The Fourth Doctor answers a distress signal from Professor Chronotis, a Time Lord posing as a professor at St Cedd's College, Cambridge who lent a Gallifreyan tome to his student Chris Parsons. The Doctor retrieves the book while Chronotis dies after his mind is extracted by the sphere of a mad scientist named Skagra, living long enough to warn Romana, K9, and Parsons of them and Shada. The Doctor locates Skagra's cloaked spacecraft, only for his companions to be captured while Skagra has his sphere extract the Doctor's mind to decode the book before taking Romana in the TARDIS to his carrier ship and Krarg creations. But the Doctor survives his ordeal with his mind intact and has the ship's computer release Chris and K9 and take them to a space station Skagra previously occupied. The group finds Skagra's discarded colleagues and learn he is after a Time Lord named Salyavin.

Back on Earth, Clare Keightley accidentally revives Chronotis whose chambers are revealed as a TARDIS, the Professor explaining the book is a key to the prison planet Shada where Salyavin is held. Chronotis and Clare repair the TARDIS to reach Skagra's carrier, saving the Doctor and Chris after Skagra decodes the book and reveals his intent to absorb Salyavin's mind and use its telepathy to unite all life into a single Universal Mind.

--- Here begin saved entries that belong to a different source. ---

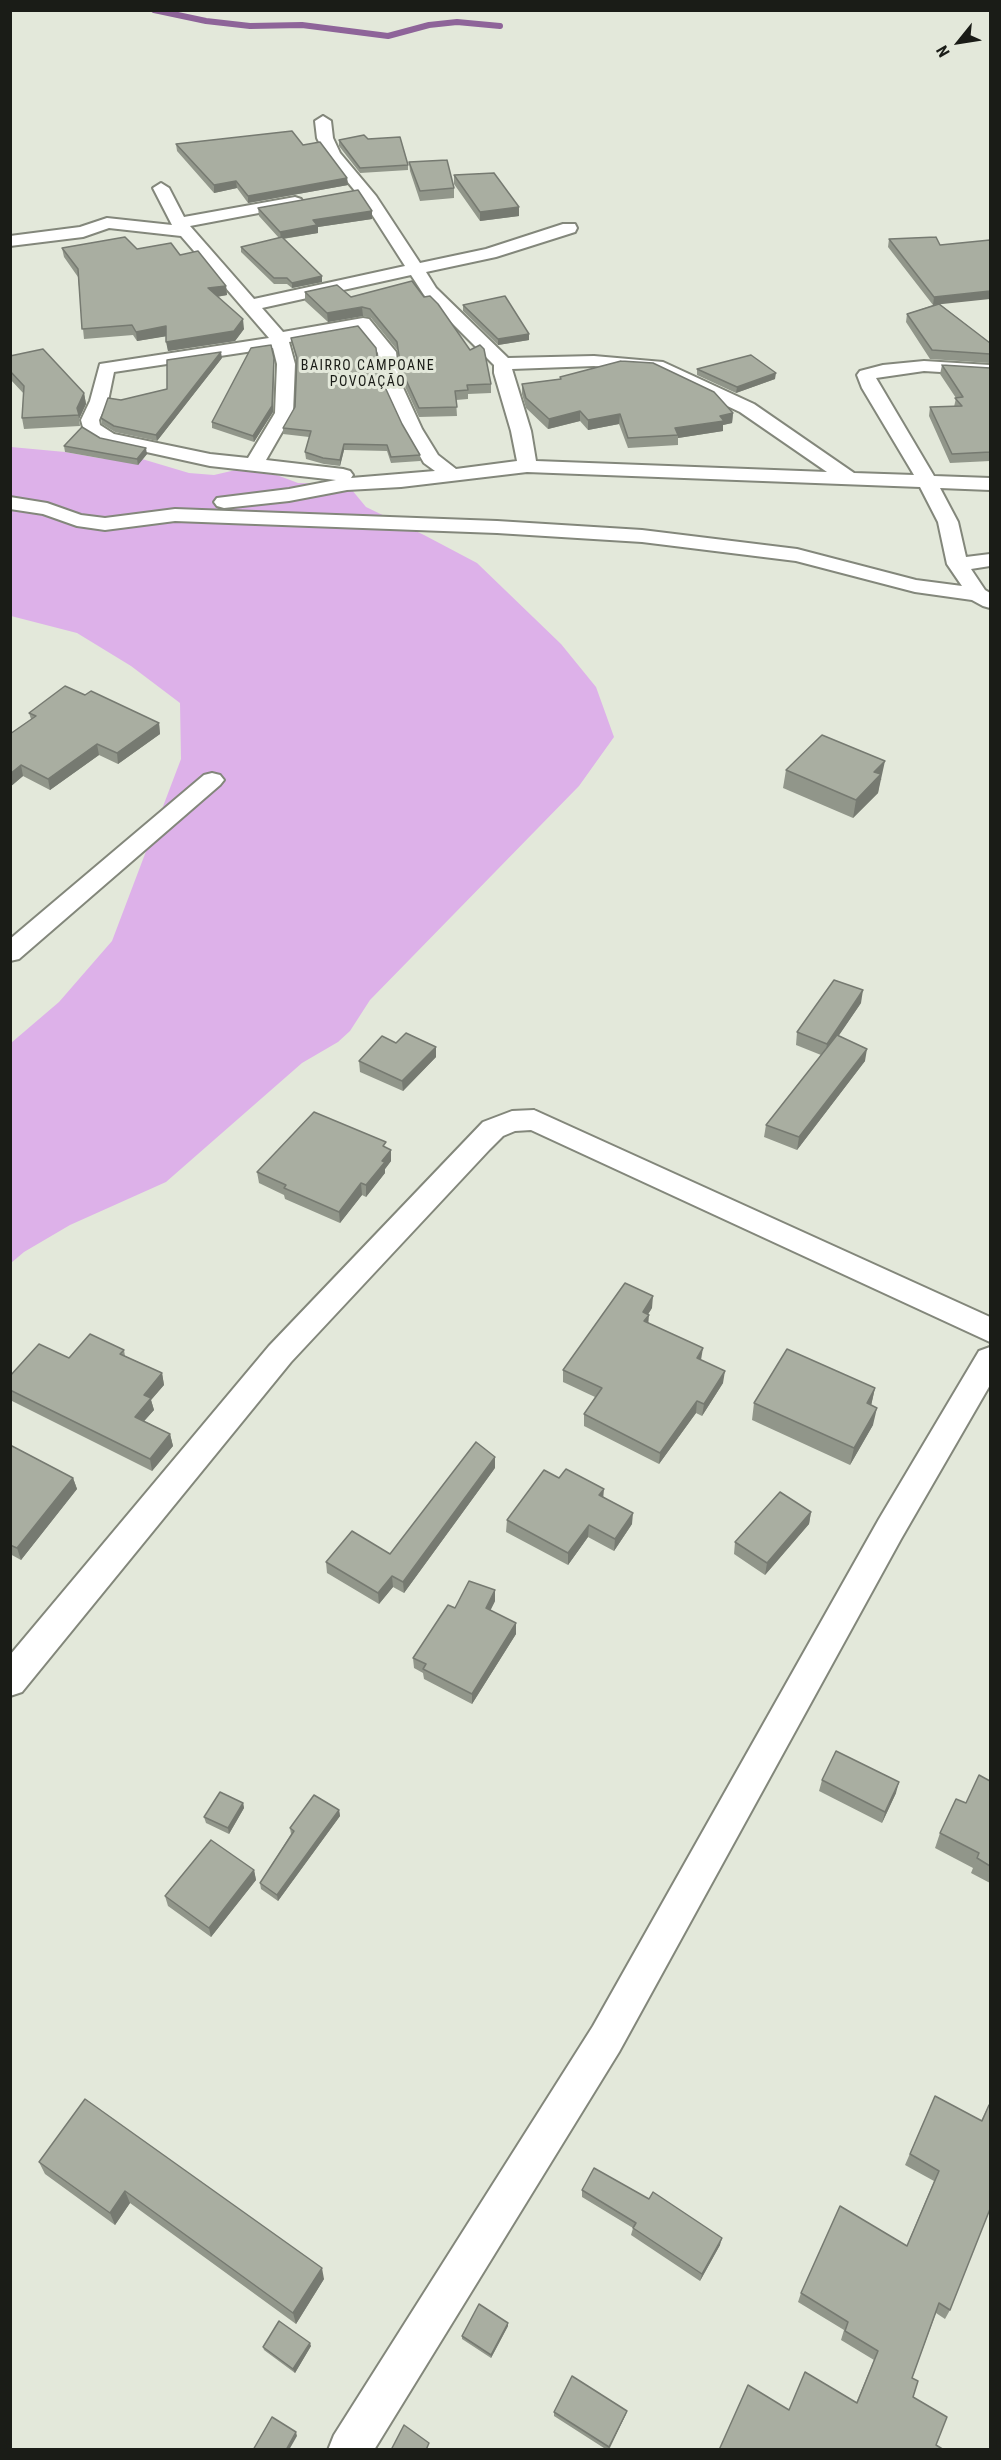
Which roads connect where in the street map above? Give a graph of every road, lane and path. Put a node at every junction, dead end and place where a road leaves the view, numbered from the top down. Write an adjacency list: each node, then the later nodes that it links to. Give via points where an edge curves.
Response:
1 (323, 120): 3 (street, via 325,138 333,154)
2 (161, 188): 6 (street)
3 (362, 190): 4 (street); 9 (street)
4 (339, 194)
5 (316, 198): 6 (street)
6 (183, 227): 8 (street, via 107,223 83,232); 10 (street)
7 (569, 228): 9 (street, via 490,253)
8 (10, 241)
9 (414, 268): 10 (street); 12 (street, via 430,291)
10 (252, 304): 11 (street)
11 (279, 340): 14 (street, via 286,364 284,413); 14 (street, via 106,368 99,401 90,420 91,427 108,438); 16 (street, via 363,323 387,352 390,379 413,429 431,459)
12 (503, 364): 15 (street); 17 (street, via 594,361 657,366 747,408)
13 (990, 370): 19 (street, via 924,366 866,375)
14 (253, 466): 18 (street)
15 (527, 466): 16 (street); 17 (street)
16 (452, 475): 18 (street)
17 (849, 478): 19 (street)
18 (401, 481): 22 (street, via 347,484 221,502)
19 (928, 483): 20 (street); 24 (street, via 948,522)
20 (990, 484)
21 (10, 503): 22 (street, via 105,524)
22 (175, 515): 25 (street, via 642,536 797,555 915,586)
23 (990, 560): 24 (street)
24 (957, 564): 25 (street)
25 (984, 598)
26 (212, 780): 27 (street)
27 (10, 953)
28 (990, 1330): 30 (street, via 534,1120 512,1121 493,1129 480,1142 280,1354)
29 (990, 1359): 31 (street, via 606,2039)
30 (10, 1681)
31 (349, 2450)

The group reaches Shada as Skagra releases the prisoners, and Chronotis is revealed as Salyavin with Skagra extracting his mind and turning the prisoners and Chris into his thralls. Reminded that the Universal Mind contains a copy of his brain, the Doctor builds a telepathy helmet to wrest control from Skagra while the Krarg are destroyed. Skagra ends up a prisoner in his own ship while the Doctor returns the restored prisoners to Shada and parts ways with Chronotis, musing over Chronotis' exploits being exaggerated while expecting a similar treatment within two centuries.

==Production==
Originally, writer Douglas Adams presented a wholly different idea for the season's six-part finale, involving the Doctor's retirement from adventuring. Facing resistance from producer Graham Williams, Adams chose to avoid work on a replacement, under the expectation that time pressures would eventually force the producer's hand and allow his idea to be used. Ultimately, however, Williams forced Adams to conceive a new story as a last-minute replacement, which became Shada.

Under the original remit, Williams intended the story as a discussion about the death penalty, specifically how a civilisation like the Time Lords would deal with the issue and treat its prisoners.

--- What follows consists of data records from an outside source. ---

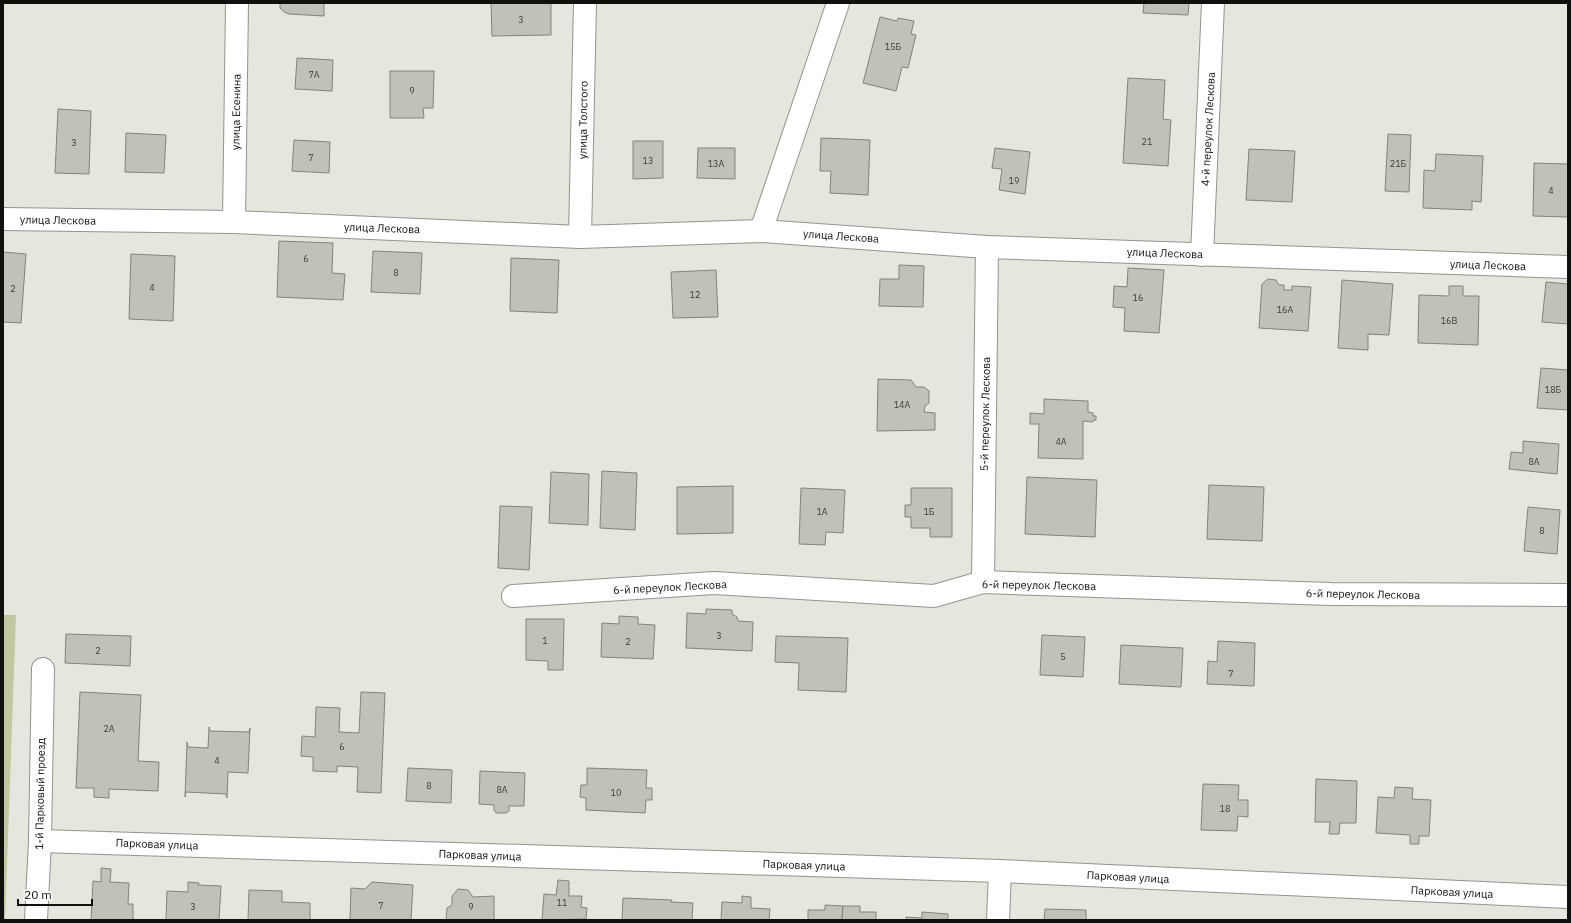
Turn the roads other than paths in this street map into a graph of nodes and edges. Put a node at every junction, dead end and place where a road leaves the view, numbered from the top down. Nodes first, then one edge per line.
1 (237, 3) edge
2 (586, 3) edge
3 (838, 3) edge
4 (1213, 3) edge
5 (3, 219) edge
6 (234, 222) junction
7 (762, 231) junction
8 (580, 237) junction
9 (987, 247) junction
10 (1202, 255) junction
11 (1568, 267) edge
12 (983, 582) junction
13 (1568, 595) edge
14 (512, 596) dead end
15 (42, 669) dead end
16 (40, 841) junction
17 (1000, 871) junction
18 (1568, 898) edge
19 (36, 920) edge
20 (998, 920) edge

1 - 6 street, улица Есенина
2 - 8 street, улица Толстого
3 - 7 street
4 - 10 street, 4-й переулок Лескова
5 - 6 street, улица Лескова
6 - 8 street, улица Лескова
7 - 8 street, улица Лескова
7 - 9 street, улица Лескова
9 - 10 street, улица Лескова
9 - 12 street, 5-й переулок Лескова
10 - 11 street, улица Лескова
12 - 13 street, 6-й переулок Лескова
12 - 14 street, 6-й переулок Лескова
15 - 16 street, 1-й Парковый проезд
16 - 17 street, Парковая улица
16 - 19 street, 1-й Парковый проезд
17 - 18 street, Парковая улица
17 - 20 street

As composed by Adams, the story was scheduled to span six 25-minute episodes. Location filming in Cambridge and the first of three studio sessions at BBC Television Centre were completed as scheduled; however, when the scheduled second studio block was due to start, it fell foul of a long-running technicians' dispute at the BBC. The strike was over by the onset of rehearsals for the third recording session, but ultimately the studio time was redirected to other higher-priority Christmas programming, leaving the serial incomplete. It is estimated that only 50% of the story was filmed.

Following the departure of Williams from the role of producer, attempts were made by new producer John Nathan-Turner to remount the story; Nathan-Turner intended to resume filming in October 1980, for broadcast in two fifty-minute episodes over Christmas 1980. However, he was not able to secure the required studio space.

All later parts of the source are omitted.